**ABOUT THIS TASK**
Identify each line below that contains the word "ถนนสหศาสตร", and copy it out.

[[ TASK MATERIAL open ]]

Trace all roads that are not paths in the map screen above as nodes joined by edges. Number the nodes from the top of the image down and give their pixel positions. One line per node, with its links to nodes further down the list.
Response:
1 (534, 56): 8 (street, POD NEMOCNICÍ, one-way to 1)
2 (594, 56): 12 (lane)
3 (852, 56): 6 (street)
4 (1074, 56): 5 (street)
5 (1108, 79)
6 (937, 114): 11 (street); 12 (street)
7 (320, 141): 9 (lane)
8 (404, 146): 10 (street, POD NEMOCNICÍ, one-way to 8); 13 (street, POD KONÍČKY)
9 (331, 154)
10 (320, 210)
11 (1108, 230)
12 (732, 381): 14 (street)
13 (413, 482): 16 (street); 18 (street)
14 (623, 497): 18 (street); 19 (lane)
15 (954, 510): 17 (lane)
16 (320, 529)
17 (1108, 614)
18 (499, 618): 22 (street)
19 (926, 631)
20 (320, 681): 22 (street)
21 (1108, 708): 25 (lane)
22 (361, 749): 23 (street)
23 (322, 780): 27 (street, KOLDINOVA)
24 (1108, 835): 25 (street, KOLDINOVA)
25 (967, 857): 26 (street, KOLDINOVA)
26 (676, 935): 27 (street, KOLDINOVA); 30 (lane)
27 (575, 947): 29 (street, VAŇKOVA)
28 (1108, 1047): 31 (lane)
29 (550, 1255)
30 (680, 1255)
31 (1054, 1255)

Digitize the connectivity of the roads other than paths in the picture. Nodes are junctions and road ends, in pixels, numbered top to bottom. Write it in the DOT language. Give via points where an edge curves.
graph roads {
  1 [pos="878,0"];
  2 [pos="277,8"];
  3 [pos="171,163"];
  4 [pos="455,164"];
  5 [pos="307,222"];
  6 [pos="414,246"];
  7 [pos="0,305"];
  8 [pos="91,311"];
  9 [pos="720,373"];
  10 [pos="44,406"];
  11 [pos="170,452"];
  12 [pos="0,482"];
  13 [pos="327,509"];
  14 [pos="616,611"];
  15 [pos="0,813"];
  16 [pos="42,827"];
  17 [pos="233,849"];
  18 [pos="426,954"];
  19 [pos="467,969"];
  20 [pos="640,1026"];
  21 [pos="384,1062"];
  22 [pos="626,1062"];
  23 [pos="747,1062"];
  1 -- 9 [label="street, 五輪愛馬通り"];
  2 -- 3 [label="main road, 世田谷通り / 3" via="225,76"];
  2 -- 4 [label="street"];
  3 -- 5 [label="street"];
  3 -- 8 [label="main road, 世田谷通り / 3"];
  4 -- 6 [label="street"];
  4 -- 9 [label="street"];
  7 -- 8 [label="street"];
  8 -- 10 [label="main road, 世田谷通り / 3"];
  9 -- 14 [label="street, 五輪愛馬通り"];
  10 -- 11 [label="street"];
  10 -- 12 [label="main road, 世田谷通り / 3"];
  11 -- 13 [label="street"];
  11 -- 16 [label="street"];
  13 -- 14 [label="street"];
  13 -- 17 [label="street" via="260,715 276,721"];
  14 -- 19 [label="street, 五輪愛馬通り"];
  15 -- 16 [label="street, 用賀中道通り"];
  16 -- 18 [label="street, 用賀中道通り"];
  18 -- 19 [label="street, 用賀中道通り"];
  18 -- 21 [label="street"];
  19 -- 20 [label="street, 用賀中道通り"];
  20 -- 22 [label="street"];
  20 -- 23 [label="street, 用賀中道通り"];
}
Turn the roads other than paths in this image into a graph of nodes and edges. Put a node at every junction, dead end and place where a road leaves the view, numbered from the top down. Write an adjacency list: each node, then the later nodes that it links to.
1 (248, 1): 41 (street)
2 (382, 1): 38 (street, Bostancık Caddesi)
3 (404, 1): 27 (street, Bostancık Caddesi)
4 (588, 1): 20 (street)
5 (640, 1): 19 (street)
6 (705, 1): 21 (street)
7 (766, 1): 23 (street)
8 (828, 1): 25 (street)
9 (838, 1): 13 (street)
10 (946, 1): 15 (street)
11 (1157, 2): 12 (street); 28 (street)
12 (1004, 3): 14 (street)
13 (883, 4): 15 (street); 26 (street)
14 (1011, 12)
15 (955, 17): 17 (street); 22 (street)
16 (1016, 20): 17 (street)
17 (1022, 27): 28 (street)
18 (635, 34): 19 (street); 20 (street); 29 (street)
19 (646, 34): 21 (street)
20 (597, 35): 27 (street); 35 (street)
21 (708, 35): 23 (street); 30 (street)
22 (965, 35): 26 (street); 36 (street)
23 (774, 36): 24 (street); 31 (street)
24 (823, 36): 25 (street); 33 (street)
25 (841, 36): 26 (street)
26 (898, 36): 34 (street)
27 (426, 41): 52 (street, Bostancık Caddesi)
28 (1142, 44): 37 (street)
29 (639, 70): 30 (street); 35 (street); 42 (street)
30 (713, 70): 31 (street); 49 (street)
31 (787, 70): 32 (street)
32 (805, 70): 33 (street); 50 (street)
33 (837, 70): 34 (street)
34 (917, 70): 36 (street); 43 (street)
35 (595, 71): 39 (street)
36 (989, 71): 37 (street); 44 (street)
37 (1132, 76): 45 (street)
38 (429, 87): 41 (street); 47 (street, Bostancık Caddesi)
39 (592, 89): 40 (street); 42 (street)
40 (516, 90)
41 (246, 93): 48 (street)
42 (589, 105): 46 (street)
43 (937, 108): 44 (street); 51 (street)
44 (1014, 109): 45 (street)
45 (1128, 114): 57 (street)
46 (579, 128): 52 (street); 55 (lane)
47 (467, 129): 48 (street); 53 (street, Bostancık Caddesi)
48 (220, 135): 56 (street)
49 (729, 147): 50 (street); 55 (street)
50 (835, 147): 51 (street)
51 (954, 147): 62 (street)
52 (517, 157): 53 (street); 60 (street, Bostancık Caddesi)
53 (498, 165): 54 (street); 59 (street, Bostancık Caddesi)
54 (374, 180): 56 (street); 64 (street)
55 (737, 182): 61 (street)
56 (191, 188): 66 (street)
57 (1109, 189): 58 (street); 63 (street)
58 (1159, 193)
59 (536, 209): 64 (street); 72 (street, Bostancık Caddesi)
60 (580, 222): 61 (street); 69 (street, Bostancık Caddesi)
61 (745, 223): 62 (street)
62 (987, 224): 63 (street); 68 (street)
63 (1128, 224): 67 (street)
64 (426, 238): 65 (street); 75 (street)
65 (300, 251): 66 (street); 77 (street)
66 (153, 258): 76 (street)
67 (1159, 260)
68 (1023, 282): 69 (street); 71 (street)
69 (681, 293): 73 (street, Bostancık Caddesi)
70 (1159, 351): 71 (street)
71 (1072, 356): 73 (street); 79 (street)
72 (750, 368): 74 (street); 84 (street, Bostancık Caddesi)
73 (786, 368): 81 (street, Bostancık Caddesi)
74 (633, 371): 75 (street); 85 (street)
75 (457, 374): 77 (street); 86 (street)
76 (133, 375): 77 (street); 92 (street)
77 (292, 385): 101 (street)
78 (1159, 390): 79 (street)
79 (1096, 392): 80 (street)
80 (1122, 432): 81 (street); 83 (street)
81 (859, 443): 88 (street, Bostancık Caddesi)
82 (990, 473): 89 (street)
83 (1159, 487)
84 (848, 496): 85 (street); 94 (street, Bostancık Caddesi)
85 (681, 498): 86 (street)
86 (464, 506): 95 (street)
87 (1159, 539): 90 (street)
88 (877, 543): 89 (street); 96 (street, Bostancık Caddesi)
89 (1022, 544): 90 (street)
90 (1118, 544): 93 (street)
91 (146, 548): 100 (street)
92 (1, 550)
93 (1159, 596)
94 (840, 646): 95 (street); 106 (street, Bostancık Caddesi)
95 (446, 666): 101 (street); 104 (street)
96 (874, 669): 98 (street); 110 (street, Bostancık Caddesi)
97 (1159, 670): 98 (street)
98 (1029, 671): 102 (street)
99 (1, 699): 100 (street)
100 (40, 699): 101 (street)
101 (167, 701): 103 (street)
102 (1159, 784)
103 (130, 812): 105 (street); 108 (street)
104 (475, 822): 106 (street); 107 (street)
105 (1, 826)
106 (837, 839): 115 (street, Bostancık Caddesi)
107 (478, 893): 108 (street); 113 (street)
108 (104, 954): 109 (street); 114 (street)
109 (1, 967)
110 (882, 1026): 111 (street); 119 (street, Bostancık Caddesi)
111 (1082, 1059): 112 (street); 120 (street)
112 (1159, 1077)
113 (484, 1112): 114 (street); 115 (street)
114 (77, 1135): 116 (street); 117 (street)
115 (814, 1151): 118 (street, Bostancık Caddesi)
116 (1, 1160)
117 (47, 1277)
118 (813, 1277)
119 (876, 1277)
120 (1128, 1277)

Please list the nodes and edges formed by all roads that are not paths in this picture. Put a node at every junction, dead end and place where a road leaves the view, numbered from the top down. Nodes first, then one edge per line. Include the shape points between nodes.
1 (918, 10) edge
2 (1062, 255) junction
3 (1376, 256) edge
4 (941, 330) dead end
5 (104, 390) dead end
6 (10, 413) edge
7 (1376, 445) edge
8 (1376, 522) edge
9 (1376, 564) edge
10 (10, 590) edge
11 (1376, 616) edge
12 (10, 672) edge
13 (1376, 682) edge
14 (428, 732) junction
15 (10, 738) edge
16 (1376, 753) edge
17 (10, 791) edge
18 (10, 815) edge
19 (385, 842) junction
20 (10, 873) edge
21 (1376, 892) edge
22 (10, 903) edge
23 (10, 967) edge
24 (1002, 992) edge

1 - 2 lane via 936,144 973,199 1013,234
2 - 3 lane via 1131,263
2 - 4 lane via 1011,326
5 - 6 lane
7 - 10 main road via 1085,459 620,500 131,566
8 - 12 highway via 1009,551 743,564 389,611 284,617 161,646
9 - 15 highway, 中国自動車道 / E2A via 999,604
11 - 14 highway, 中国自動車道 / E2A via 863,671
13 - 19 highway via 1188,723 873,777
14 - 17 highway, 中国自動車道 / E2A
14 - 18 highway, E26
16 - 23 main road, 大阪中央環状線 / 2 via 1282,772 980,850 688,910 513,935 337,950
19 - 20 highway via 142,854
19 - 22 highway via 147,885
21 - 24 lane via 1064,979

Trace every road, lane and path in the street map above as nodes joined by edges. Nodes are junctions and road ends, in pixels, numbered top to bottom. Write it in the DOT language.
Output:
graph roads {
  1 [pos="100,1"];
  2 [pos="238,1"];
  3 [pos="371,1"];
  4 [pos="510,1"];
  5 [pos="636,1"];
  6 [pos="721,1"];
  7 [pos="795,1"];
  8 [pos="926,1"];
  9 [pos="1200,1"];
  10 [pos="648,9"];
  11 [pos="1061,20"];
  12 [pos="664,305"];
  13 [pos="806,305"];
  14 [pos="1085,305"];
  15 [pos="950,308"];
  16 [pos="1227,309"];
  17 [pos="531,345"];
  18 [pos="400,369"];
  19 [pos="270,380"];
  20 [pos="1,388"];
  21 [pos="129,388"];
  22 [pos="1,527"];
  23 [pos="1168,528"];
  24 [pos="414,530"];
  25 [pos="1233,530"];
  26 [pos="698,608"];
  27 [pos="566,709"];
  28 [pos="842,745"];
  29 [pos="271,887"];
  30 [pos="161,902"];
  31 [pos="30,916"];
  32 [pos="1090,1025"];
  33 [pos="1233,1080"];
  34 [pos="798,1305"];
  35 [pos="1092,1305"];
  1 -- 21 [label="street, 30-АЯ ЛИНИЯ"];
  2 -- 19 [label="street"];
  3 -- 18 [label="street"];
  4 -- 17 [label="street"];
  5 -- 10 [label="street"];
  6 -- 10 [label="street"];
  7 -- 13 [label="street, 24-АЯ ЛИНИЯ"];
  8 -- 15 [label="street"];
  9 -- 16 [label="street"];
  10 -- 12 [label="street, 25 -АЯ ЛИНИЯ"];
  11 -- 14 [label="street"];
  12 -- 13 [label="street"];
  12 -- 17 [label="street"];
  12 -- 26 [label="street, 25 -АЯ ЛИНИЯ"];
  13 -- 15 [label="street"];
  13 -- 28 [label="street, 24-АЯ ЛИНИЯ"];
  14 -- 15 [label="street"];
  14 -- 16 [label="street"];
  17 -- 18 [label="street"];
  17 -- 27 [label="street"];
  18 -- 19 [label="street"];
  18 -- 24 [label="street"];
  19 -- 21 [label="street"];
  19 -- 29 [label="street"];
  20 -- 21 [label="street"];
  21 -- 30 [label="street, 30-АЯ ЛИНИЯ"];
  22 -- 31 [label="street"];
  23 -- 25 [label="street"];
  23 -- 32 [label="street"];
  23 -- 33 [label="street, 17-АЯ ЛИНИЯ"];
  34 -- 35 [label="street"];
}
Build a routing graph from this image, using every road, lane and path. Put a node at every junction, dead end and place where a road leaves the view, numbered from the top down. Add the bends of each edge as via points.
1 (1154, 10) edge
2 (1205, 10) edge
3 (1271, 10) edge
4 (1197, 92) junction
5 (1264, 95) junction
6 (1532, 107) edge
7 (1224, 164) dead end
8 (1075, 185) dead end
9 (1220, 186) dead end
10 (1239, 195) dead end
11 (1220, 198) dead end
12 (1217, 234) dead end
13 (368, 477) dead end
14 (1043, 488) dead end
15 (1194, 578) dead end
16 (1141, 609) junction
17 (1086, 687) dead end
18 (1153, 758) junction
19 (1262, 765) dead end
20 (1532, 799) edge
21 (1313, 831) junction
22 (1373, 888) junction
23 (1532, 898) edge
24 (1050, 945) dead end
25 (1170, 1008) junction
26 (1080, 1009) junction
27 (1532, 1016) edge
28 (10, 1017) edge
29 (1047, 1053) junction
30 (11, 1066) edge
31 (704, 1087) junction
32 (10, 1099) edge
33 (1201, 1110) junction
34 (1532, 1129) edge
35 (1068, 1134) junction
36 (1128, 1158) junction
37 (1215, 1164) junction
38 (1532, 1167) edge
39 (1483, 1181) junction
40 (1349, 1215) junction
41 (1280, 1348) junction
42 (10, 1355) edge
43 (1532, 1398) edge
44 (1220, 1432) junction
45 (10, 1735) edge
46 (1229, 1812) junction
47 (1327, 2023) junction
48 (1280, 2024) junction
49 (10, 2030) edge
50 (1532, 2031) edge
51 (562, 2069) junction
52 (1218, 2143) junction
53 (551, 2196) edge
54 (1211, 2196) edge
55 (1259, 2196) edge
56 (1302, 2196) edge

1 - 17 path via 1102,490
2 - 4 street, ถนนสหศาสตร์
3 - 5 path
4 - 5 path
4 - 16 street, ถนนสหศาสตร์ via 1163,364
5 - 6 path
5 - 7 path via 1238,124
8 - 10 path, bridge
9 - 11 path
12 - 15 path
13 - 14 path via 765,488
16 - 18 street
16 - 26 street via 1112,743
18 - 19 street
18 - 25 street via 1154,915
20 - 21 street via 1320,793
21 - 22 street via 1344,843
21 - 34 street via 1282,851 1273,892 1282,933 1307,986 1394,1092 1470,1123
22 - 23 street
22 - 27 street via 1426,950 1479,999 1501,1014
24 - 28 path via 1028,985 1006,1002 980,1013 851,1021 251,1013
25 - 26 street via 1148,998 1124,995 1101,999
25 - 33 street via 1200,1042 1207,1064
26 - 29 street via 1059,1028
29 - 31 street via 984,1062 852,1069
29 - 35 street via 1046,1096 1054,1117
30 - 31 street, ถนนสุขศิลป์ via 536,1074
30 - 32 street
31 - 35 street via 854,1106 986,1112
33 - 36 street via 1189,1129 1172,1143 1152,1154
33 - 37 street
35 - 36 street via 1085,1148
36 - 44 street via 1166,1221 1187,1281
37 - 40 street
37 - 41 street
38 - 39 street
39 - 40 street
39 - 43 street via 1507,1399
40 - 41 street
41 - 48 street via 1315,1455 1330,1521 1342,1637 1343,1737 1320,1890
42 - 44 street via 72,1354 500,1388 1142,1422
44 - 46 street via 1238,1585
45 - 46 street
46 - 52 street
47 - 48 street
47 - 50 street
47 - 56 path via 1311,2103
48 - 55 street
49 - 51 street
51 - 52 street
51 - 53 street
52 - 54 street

[[ TASK MATERIAL closed ]]

**RESPONSE TO THE TASK**
2 - 4 street, ถนนสหศาสตร์
4 - 16 street, ถนนสหศาสตร์ via 1163,364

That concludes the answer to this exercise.